== Segment start ==

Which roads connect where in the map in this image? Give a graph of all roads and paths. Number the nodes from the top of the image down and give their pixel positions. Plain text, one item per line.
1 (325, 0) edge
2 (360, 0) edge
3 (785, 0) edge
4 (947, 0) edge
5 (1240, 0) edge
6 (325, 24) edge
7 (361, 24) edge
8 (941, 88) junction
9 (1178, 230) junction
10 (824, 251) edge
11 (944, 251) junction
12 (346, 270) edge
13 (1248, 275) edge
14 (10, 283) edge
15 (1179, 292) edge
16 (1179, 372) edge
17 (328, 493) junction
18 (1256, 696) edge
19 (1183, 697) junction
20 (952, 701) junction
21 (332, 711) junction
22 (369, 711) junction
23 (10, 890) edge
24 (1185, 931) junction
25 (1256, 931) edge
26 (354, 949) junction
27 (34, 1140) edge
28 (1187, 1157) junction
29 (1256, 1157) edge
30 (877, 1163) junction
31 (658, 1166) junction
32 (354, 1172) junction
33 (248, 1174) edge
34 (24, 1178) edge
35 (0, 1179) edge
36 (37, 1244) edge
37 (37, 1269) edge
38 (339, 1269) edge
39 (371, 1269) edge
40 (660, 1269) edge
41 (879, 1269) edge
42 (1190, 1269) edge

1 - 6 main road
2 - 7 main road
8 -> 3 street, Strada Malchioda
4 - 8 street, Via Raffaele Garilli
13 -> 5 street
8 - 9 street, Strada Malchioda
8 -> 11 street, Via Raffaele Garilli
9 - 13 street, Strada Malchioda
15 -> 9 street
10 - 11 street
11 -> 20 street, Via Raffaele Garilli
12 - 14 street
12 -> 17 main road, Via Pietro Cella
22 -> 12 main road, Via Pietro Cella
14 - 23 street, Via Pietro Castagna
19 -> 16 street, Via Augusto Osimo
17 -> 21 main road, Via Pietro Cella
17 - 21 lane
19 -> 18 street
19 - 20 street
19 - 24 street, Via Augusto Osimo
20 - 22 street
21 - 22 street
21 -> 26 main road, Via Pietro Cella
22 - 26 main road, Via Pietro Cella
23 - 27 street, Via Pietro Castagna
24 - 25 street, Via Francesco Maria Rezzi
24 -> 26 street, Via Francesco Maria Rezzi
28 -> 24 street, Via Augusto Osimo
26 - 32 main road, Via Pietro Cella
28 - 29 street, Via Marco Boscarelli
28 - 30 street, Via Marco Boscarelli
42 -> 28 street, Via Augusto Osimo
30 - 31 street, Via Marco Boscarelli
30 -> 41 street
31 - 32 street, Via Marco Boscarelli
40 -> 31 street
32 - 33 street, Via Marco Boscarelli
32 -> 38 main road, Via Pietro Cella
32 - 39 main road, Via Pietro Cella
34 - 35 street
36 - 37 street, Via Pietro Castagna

== Segment end ==

What this task involves
Give the count of lines above that include the word "Pietro", stating no other information.

Written reply
11